Her manner told him she watched television, too.

“Sharyn?” he asked.

“Beefeater martini, pair of olives,” she said, “straight up and very cold.”

“Johnnie Black, on the rocks,” Kling said, “a splash.”

“Water?”

“Soda.”

“Would you care to see menus?”

“Sharyn? Anything?”

“Maybe something to nibble on,” she said.

“I’ll bring the menu,” the waitress said, and clicked off on her black high heels, long legs showing in the slit skirt.
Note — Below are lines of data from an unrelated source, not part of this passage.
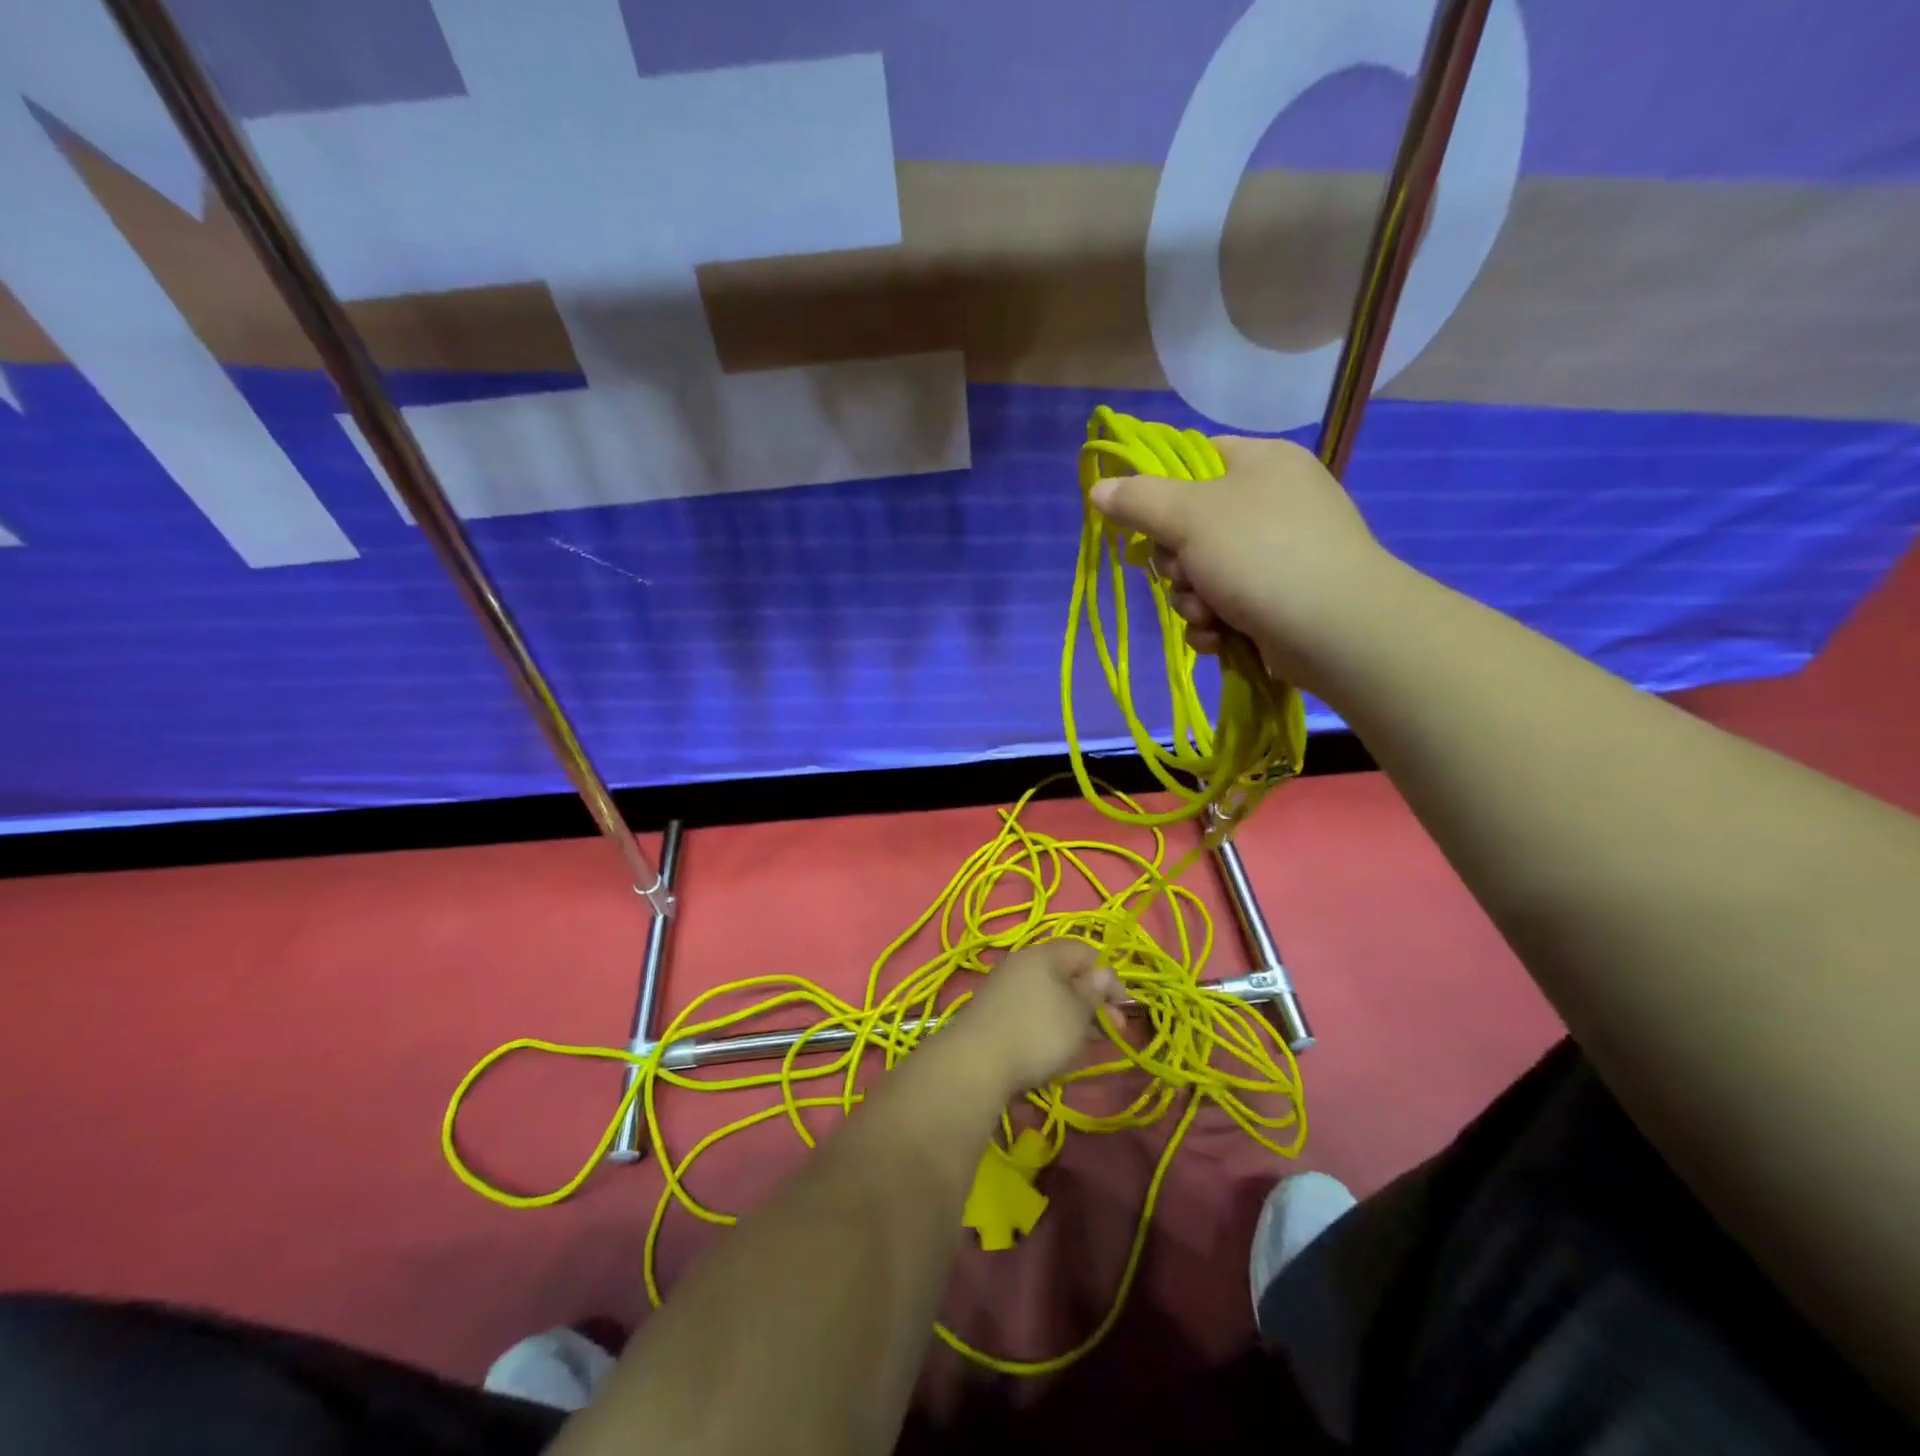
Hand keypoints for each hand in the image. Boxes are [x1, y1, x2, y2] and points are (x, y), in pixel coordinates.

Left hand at [948, 942, 1124, 1095]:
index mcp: (1043, 954)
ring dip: (1075, 1015)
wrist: (977, 1063)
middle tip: (1114, 1030)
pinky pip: (1033, 1010)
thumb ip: (1094, 992)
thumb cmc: (1038, 1032)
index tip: (1124, 1007)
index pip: (1084, 951)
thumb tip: (1103, 974)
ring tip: (1091, 1041)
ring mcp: (1006, 988)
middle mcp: (1022, 963)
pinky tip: (1061, 1047)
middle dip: (1093, 1000)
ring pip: (1050, 995)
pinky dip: (1052, 1024)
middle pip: (1066, 974)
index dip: (1108, 976)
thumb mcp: (1077, 1012)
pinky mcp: (996, 1013)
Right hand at [1089, 435, 1396, 693]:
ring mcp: (1280, 554)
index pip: (1194, 461)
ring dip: (1193, 600)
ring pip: (1203, 574)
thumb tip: (1099, 488)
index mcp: (1261, 463)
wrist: (1335, 629)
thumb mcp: (1190, 516)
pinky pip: (1226, 606)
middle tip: (1185, 575)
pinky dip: (1215, 623)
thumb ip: (1139, 500)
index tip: (1143, 524)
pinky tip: (1220, 637)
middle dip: (1177, 564)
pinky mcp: (1281, 600)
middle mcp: (1273, 503)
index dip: (1160, 493)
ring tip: (1209, 615)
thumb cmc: (1261, 555)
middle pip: (1191, 527)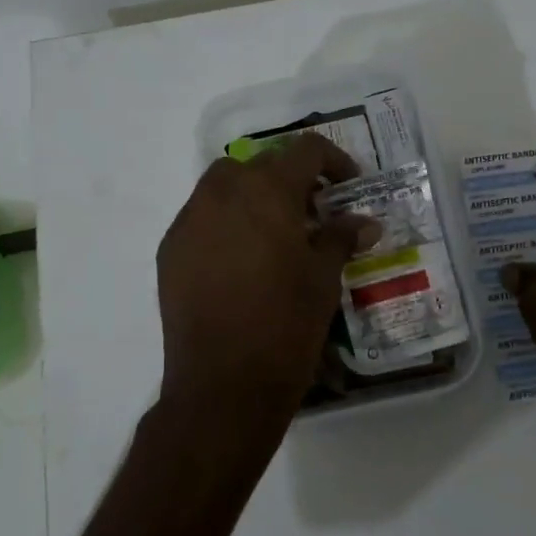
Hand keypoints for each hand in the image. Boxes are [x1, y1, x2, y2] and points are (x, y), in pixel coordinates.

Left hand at [156, 133, 376, 440]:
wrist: (223, 385)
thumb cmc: (285, 326)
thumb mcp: (324, 279)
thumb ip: (341, 237)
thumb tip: (365, 221)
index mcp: (266, 191)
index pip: (305, 150)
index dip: (334, 161)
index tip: (348, 186)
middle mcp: (222, 193)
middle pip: (260, 164)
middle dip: (290, 179)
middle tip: (312, 213)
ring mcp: (189, 220)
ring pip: (224, 186)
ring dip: (253, 197)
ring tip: (275, 236)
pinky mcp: (170, 249)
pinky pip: (201, 218)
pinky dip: (225, 223)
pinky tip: (241, 262)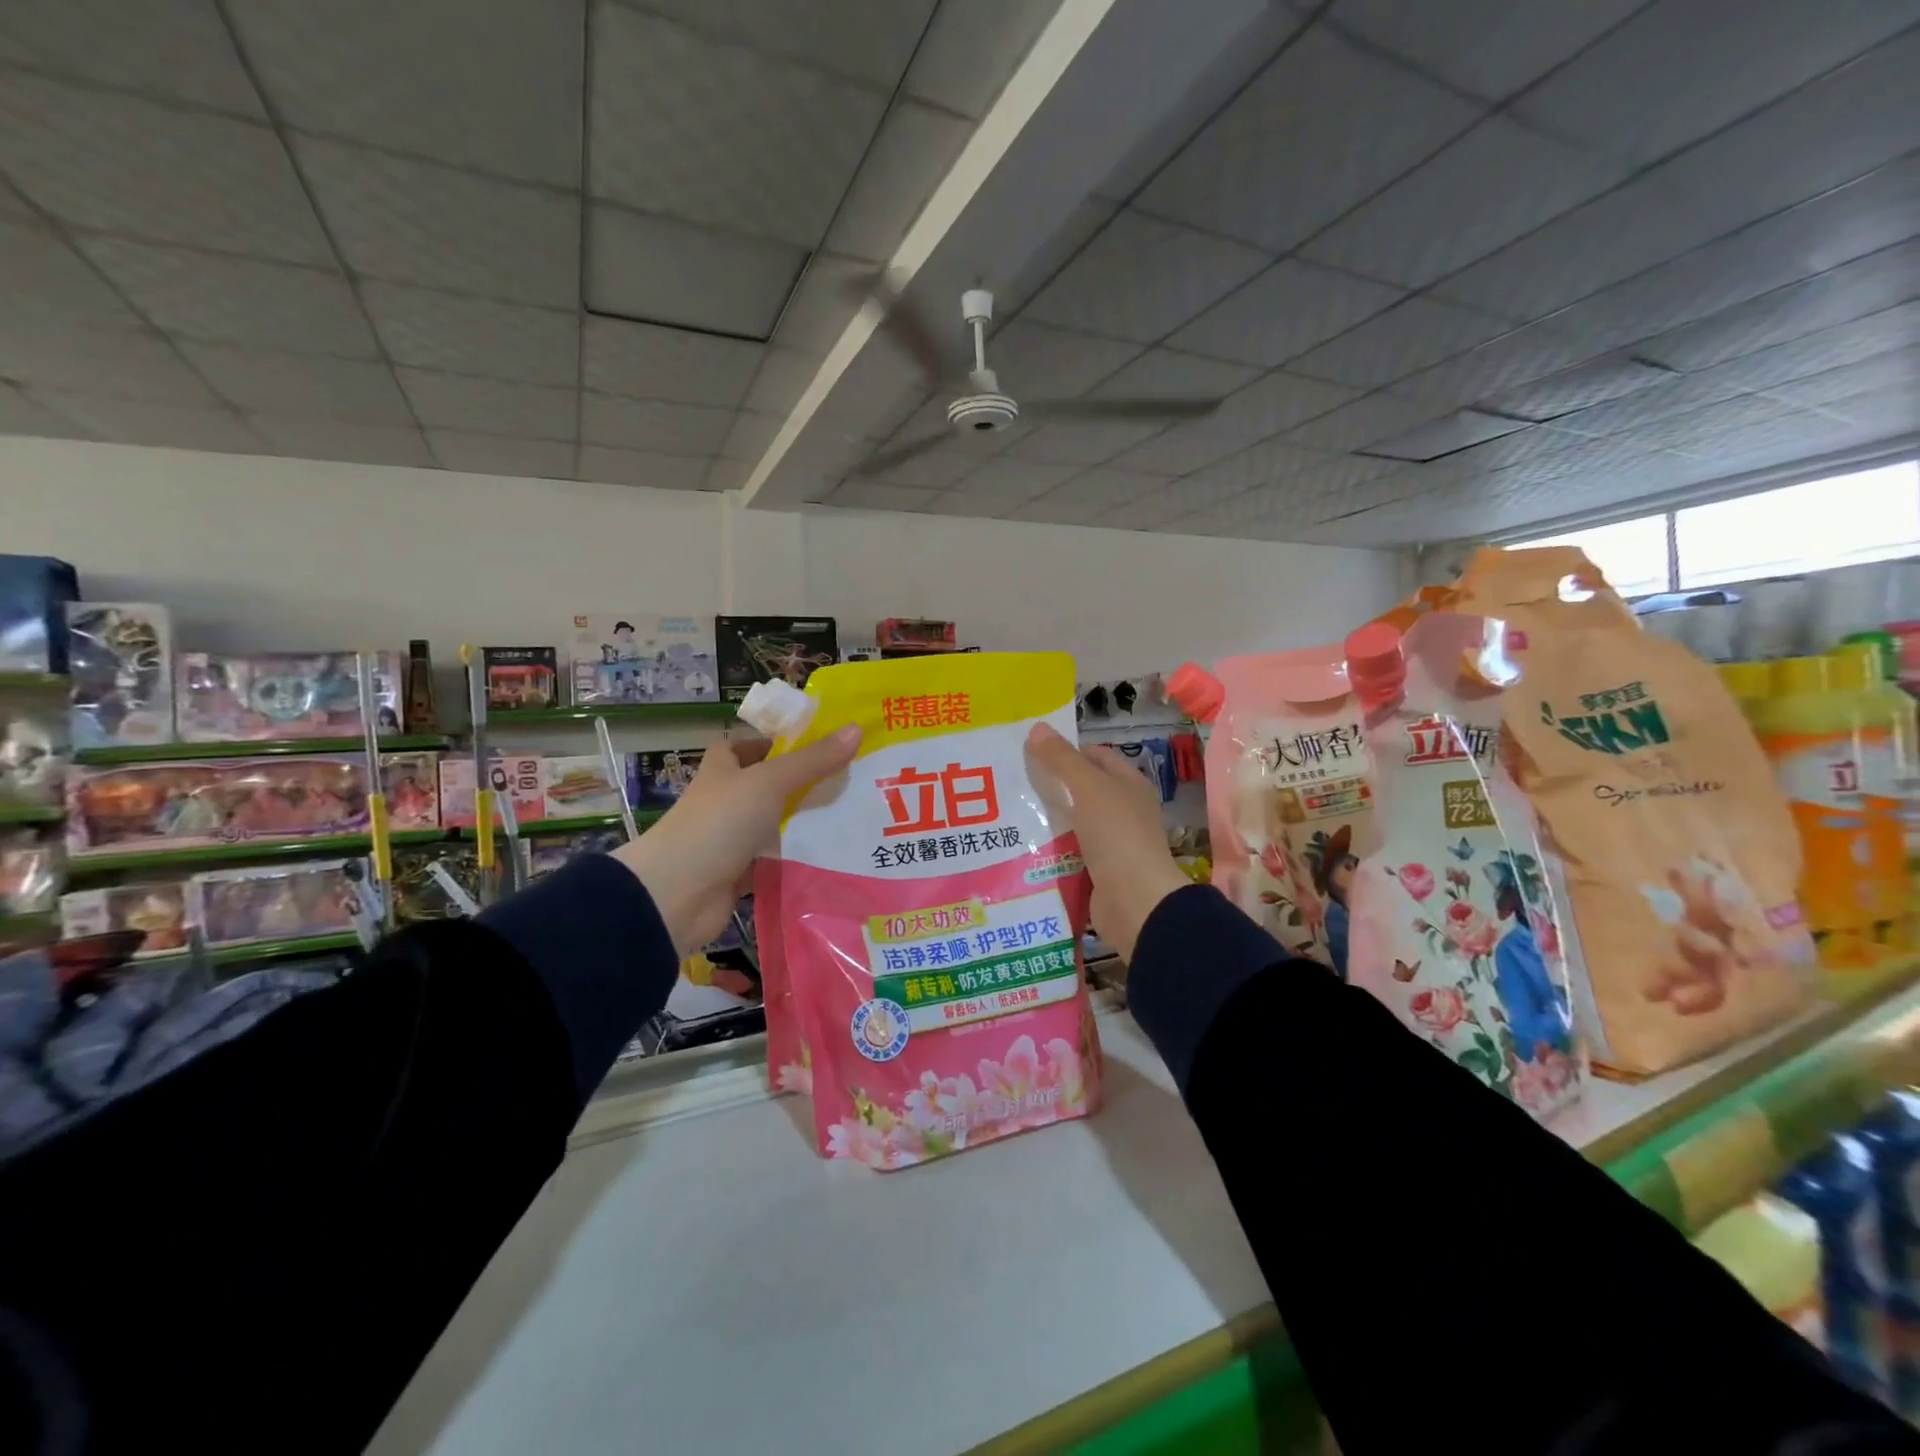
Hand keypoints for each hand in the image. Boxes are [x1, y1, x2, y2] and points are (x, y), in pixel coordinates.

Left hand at [616, 725, 861, 955]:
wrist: (676, 894)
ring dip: (806, 823)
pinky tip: (835, 856)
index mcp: (722, 770)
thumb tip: (856, 728)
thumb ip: (812, 760)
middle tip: (853, 780)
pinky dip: (798, 859)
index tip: (818, 745)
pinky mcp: (740, 874)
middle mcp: (726, 801)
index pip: (746, 747)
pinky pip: (776, 861)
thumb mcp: (769, 782)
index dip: (775, 742)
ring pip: (776, 825)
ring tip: (855, 817)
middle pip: (769, 786)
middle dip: (805, 784)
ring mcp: (731, 839)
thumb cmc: (719, 823)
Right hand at [1026, 723, 1189, 962]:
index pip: (1094, 756)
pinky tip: (1019, 846)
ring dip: (1044, 819)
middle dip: (1048, 786)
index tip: (1028, 752)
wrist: (1135, 903)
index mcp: (1128, 784)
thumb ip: (1062, 759)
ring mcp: (1110, 843)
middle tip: (1008, 781)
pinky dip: (1047, 849)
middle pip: (1080, 790)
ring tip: (1004, 813)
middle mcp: (1122, 810)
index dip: (1065, 750)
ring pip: (1070, 823)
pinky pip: (1066, 853)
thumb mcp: (1088, 788)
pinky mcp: (1096, 871)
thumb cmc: (1117, 835)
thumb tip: (1037, 727)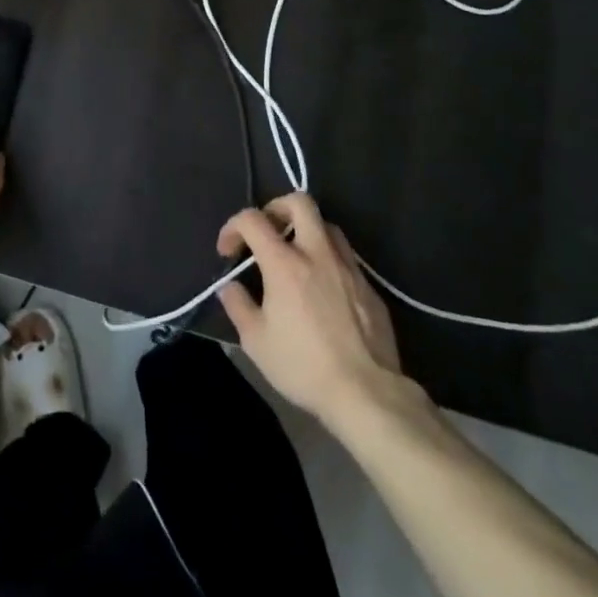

Sharyn turned immediately to the window, where the lights of the city lay spread below like a nest of sparkling red and white and green and yellow jewels. “This is glorious,” she said.

“Listen,” he said.

She looked toward the bandstand, where a quartet sounding very much like George Shearing’s had just begun a new tune. She listened for only a moment, recognizing the song at once.

” ‘Kiss,’ ” she said.

“Let’s dance,” he said.

“Love to,” she said.

They moved onto the polished dance floor. She slid into his arms. He held her close.

Kiss

It all begins with a kiss…

“I’m a lousy dancer,” he said.

“You’re very good,” she lied.

“You’ll have to teach me.”

But kisses wither

And die

Unless

“This is much better, isn’t it?”

“Much.”

The first caress

Is true.

Kiss…

“See? We’re doing it already.”

“What are we doing already?” she asked.

She was thinking What we’re doing is dancing too close already. We’re going to get arrested already. Good thing you’re a celebrity hero cop — at Top of the Hill, anyway.

“We’re going wherever we want to go,” he said, “and we’re just being us, without having to worry about looking like everyone around us.”

“We could never look like everyone around us,” she said.